A copy of Adirondac, the Adirondack Mountain Club publication, appeared in my mailbox the other day. I immediately cracked it open and looked for some provocative article to read. The ADK rarely disappoints on that count. I found an article titled “There’s a Reason for the Rules,” in which a club member defended some of the more controversial DEC regulations recently applied to the Eastern High Peaks. My blood boiled right away.
Last year I shelled out seventy bucks for a bear resistant canister so that I could legally backpack into the Dix Mountain Wilderness, which I believe is subject to Eastern High Peaks rules. Yep, that’s right. Can’t just sling my food bag in the trees like I have for the past 30-odd years. Gotta have a big, heavy plastic can for the bears to kick around. Well, okay. Bears are a problem in the High Peaks, so I went along with it. Then I returned home from my trip to find out I could have been issued a fine anyway, for building a campfire out there and having my dog off leash.
Right now I have backpacking gear laid out on the floor of an extra bedroom. I’m getting ready for a 5-day excursion into the Adirondacks – with my dog, of course. We won’t be going to the High Peaks, that’s for certain. The DEC rules are more relaxed in every other part of the Adirondack Park. I will land in a place where few people go, build a campfire the size of a pie pan, and stare into it for a several hours after cooking my dinner on it.
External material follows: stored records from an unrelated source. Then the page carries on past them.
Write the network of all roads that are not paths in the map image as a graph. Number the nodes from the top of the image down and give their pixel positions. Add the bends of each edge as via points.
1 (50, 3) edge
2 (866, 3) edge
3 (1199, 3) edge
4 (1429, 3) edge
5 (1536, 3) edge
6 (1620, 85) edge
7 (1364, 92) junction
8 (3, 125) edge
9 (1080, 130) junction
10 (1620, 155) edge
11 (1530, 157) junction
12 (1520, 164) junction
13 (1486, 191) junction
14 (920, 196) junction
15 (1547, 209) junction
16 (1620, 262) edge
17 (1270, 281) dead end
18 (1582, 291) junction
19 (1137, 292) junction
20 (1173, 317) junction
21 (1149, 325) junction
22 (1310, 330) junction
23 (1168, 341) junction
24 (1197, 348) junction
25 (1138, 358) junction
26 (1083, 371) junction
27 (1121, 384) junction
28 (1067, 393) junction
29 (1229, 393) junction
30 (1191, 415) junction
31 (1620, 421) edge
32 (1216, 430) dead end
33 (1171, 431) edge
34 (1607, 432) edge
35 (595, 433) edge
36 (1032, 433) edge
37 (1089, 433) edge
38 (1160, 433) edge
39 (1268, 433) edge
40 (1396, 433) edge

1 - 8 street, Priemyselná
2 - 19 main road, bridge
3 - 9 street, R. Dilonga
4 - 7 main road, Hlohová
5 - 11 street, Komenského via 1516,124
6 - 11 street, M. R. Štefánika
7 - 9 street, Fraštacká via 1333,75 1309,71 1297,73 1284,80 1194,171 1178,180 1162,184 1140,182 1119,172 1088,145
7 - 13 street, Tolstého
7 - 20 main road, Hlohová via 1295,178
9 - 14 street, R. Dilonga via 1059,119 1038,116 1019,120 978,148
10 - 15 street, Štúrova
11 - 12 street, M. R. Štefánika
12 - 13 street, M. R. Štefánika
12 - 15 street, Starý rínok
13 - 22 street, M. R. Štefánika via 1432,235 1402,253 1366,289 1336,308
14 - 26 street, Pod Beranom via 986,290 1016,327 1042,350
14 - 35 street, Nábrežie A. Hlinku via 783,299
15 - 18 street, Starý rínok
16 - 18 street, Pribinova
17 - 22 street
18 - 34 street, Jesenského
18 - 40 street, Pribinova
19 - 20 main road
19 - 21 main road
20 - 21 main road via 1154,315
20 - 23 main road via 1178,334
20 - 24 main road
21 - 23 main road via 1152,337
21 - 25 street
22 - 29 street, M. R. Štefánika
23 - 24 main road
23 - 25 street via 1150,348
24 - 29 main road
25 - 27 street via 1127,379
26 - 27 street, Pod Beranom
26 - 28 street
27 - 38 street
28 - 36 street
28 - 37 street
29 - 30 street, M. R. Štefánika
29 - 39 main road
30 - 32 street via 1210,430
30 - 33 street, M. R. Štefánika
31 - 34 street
I call this meditation. Others call it a violation of backcountry ethics.
I fully understand the need to regulate high-use areas like the High Peaks. On many occasions I have hiked the battered trails leading to the Park’s highest summits. Often I have passed so many people on the trail that it hardly felt like a wilderness experience at all. I’ve seen neophyte backpackers drag small trees to fire pits and torch them as if deep woods is the perfect place for a bonfire. I’ve seen dogs chase deer to exhaustion, wild animals open up backpacks full of food, and mountain streams tainted by soap suds. I’ve personally picked up enough trash scattered around shelters to fill my car once over, at least.
Yeah, I know exactly what the rules are for, but I also know that the New York State Department of Environmental Conservation (NYSDEC) is a state bureaucracy that thrives on the endless creation of rules, and that there are enough eco-fundamentalist zealots in both the DEC, the ADK, and elsewhere to impose fixed, one-way worldviews on the rest of us. And anyone who objects is a selfish, nature-hating troglodyte.
Where will the rules end? You can use your cell phone in case of an emergency, by the way. Think about it. Cell phones and bear cans are in; campfires are out. This is not the natural world of John Muir, Henry David Thoreau or Verplanck Colvin. This is the wild managed, the backcountry with signs telling you what you can and cannot do, the canned wilderness experience. Must it come to this?
Next week I’ll go deep into the woods with my dog, doing my best to avoid contact with the rule-makers of all stripes who dominate the civilized world. I desperately need a break from their bullshit. And when the DEC starts breathing down my neck this year or next, I’ll go elsewhere, to more remote places, like a mountain lion or a grizzly bear, until there’s no truly wild country left. I, too, am on the endangered species list it seems. That’s okay. Nothing’s meant to last forever – not even wilderness or those who thrive in it.